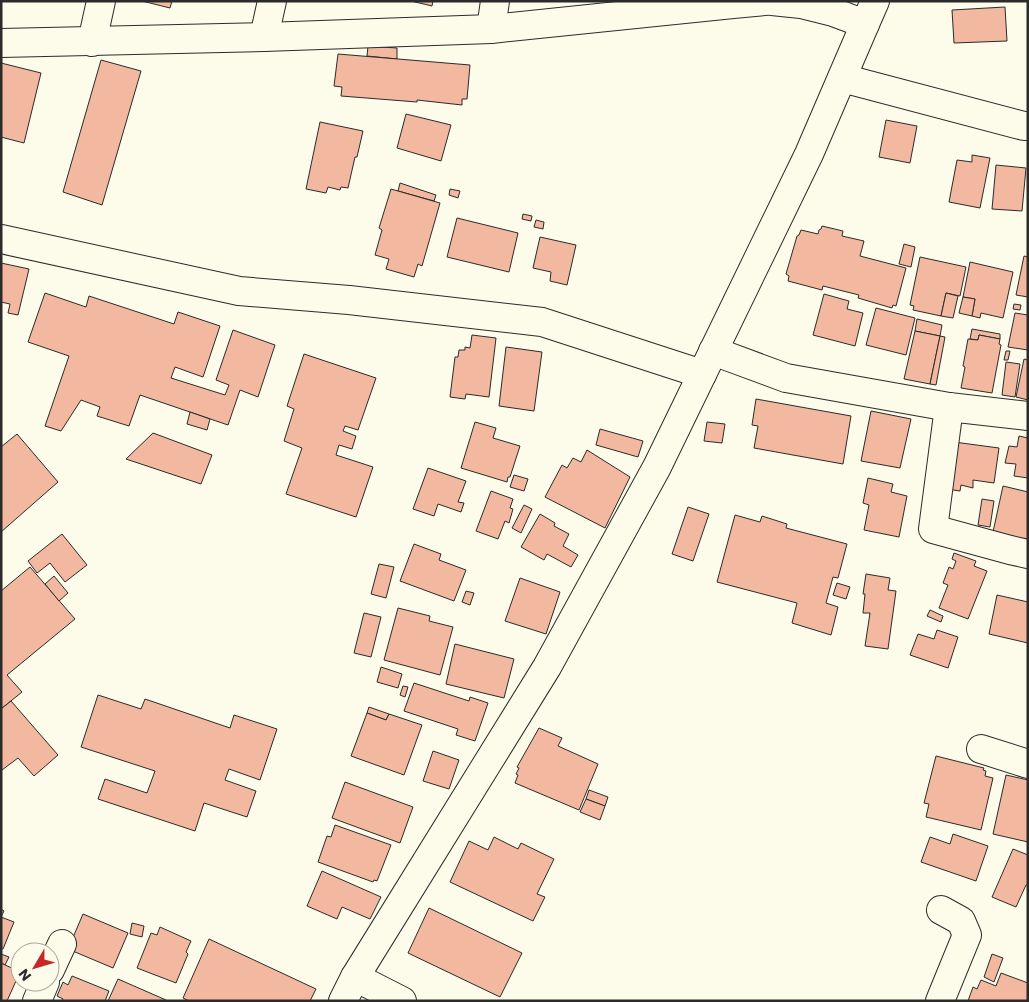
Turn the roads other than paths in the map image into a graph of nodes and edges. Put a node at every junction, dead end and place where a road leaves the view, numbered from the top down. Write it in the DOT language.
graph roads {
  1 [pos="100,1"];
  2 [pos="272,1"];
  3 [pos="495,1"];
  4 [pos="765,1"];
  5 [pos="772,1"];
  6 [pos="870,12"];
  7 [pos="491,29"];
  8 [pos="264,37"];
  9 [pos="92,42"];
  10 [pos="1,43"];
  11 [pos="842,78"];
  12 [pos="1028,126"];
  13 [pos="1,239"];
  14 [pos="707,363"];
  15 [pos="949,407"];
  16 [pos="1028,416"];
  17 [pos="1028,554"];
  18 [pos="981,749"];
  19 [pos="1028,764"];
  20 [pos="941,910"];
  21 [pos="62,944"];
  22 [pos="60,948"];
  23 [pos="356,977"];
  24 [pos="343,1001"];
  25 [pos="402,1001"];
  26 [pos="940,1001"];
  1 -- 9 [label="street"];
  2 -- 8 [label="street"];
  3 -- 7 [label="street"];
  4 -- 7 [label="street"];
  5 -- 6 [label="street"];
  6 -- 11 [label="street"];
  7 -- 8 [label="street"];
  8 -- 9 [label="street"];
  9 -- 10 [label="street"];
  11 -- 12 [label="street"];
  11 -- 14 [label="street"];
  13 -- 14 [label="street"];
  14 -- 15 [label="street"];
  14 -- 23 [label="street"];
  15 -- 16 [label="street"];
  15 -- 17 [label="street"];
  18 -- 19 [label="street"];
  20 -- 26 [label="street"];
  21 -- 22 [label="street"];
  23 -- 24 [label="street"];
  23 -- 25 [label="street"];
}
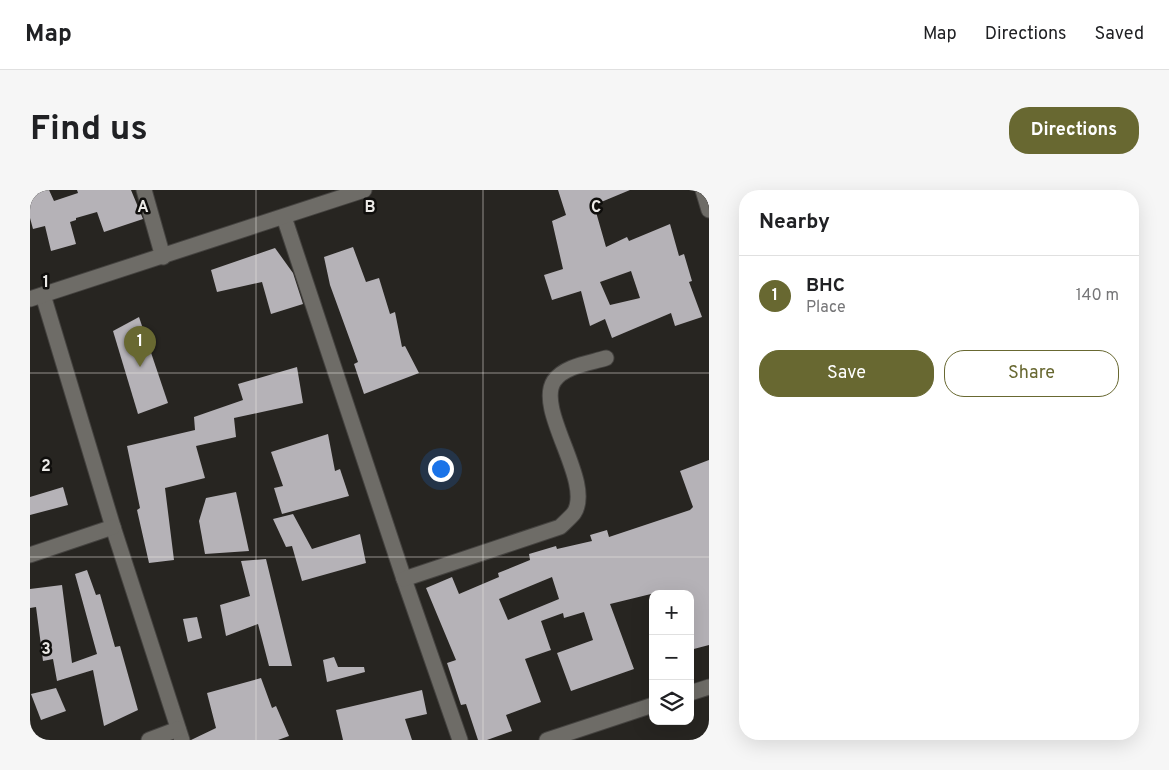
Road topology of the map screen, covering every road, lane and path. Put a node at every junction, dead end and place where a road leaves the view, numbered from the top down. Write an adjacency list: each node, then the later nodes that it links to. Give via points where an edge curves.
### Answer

++++++++

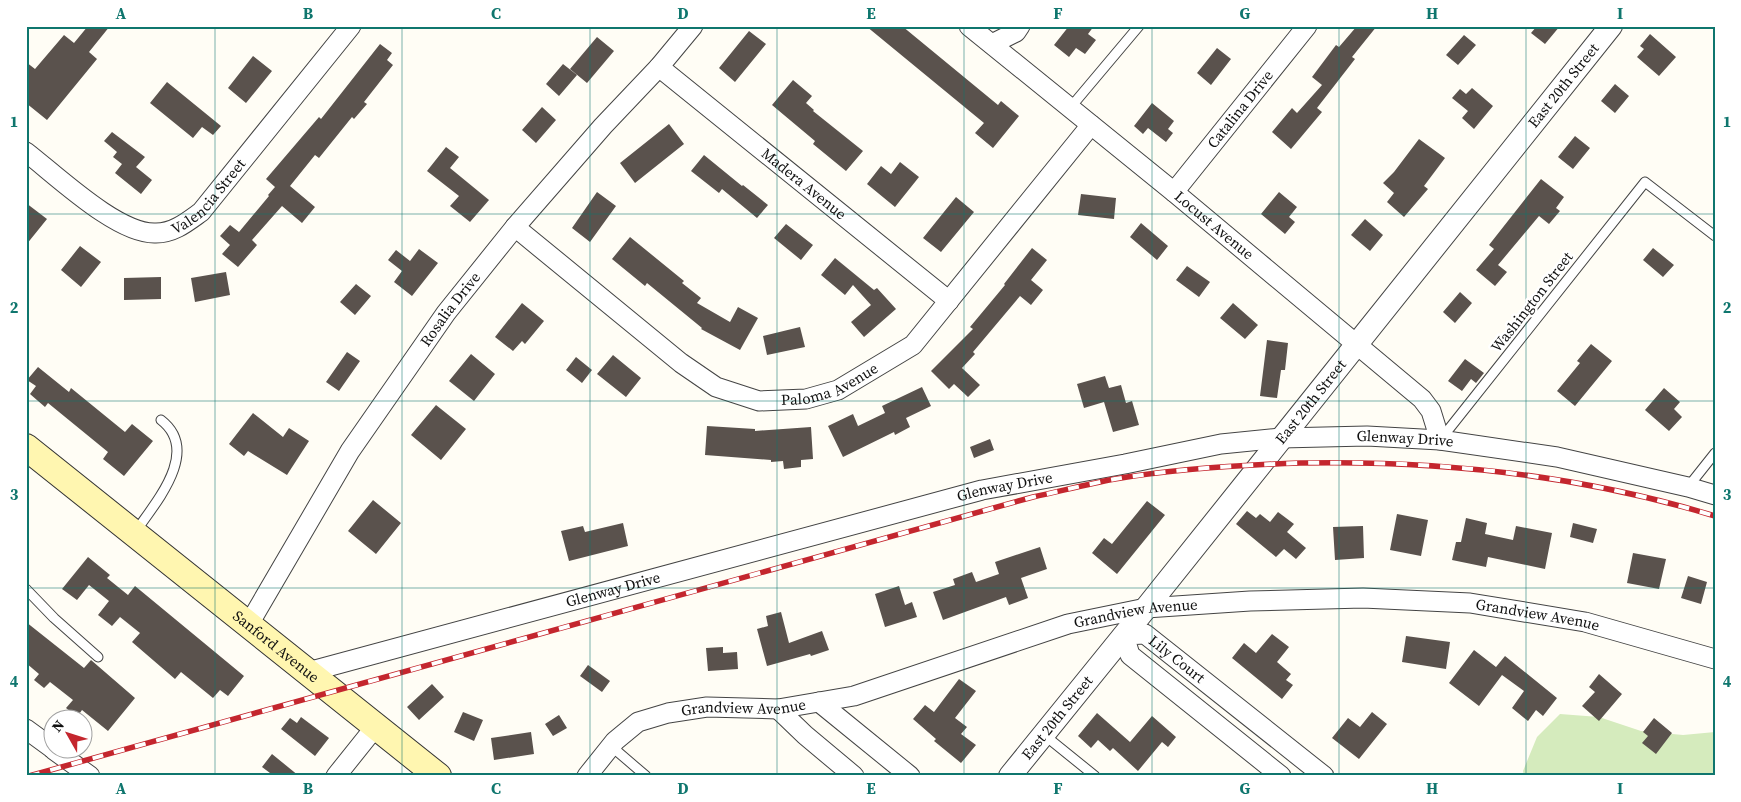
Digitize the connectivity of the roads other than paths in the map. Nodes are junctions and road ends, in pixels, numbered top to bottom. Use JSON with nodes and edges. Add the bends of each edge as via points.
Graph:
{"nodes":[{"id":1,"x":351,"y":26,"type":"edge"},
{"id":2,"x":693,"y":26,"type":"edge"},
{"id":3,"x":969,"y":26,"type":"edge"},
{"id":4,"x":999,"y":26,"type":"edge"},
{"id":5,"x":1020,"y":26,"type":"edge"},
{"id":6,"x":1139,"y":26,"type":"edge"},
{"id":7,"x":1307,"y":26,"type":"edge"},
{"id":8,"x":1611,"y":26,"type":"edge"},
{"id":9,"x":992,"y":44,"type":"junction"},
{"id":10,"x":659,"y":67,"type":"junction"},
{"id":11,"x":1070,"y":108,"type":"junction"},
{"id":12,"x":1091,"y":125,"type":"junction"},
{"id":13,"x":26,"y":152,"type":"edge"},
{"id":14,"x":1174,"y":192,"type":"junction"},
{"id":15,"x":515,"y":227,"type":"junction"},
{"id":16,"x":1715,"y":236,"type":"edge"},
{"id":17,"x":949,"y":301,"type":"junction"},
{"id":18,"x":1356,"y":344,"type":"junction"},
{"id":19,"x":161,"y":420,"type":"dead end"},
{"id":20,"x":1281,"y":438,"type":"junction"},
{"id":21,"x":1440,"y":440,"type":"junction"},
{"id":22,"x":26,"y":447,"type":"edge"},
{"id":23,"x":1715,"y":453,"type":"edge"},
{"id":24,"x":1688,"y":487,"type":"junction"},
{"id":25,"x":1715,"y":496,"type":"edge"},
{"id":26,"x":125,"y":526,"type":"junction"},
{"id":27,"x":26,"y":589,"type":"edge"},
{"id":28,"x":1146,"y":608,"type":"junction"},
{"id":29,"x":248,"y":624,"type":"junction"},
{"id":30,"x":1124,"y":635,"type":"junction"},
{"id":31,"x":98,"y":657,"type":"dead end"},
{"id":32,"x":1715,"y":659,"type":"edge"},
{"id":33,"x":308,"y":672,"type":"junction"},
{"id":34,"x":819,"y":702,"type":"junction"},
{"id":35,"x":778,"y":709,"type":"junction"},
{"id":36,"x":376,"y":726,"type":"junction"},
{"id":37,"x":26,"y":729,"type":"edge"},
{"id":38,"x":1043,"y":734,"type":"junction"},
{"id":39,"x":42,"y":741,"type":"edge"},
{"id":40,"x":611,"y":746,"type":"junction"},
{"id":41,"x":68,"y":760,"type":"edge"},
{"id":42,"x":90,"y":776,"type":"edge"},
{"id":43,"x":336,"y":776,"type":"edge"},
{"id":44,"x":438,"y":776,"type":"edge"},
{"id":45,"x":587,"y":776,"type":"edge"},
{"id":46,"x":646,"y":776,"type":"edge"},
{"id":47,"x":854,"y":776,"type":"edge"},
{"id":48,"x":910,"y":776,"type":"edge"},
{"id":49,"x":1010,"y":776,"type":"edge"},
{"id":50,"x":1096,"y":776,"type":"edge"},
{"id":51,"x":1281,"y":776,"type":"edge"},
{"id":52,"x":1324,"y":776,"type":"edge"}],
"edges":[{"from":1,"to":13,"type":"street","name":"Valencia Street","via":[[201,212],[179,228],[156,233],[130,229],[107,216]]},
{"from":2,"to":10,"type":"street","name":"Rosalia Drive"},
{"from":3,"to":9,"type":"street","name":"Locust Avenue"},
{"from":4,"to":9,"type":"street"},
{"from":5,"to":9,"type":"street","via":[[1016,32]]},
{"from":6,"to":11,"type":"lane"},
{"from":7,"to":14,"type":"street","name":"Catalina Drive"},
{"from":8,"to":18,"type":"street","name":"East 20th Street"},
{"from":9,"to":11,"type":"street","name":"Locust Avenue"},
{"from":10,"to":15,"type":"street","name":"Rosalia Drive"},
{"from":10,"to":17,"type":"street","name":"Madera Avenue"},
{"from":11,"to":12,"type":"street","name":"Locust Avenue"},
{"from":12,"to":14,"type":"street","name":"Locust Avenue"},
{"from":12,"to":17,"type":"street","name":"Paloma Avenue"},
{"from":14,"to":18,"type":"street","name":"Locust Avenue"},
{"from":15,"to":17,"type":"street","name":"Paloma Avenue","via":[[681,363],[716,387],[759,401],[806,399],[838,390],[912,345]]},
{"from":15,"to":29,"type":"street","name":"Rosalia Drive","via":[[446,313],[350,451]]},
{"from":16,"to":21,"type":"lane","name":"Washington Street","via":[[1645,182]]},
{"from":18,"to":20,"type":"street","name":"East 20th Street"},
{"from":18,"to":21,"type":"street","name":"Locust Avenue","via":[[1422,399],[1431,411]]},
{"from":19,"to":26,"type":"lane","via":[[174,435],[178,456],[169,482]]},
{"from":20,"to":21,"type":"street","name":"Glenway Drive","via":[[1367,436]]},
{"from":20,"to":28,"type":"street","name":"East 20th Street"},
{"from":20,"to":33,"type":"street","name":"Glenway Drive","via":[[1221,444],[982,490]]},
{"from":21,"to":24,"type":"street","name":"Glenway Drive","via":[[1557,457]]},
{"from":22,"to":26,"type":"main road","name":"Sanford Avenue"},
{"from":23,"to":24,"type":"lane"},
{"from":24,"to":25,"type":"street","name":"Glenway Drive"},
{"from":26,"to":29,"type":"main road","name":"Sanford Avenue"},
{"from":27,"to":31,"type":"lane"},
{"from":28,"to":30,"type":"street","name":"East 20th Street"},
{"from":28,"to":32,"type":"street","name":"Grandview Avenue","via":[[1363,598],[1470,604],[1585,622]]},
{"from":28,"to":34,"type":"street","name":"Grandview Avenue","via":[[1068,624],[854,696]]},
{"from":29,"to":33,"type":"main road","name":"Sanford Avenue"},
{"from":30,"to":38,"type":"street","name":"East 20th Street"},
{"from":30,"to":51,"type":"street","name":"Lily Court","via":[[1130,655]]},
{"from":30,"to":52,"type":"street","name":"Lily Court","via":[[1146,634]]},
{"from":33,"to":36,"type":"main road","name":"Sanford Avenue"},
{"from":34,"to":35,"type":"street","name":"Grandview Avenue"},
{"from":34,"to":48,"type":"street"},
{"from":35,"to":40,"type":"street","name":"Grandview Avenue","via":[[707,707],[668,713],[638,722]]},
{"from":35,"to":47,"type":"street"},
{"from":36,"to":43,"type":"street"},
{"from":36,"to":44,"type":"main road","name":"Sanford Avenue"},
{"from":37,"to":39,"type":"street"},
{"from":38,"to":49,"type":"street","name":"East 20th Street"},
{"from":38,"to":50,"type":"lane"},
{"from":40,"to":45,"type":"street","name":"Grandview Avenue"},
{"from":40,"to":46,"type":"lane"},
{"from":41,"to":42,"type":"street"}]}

++++++++

Problem requirements —
Which lines in the records above contain the string "points"? Copy them.

Result of this exercise —
Road topology of the map screen, covering every road, lane and path. Put a node at every junction, dead end and place where a road leaves the view, numbered from the top down. Write an adjacency list: each node, then the later nodes that it links to. Give via points where an edge curves.
Digitize the connectivity of the roads other than paths in the map. Nodes are junctions and road ends, in pixels, numbered top to bottom. Use JSON with nodes and edges. Add the bends of each edge as via points.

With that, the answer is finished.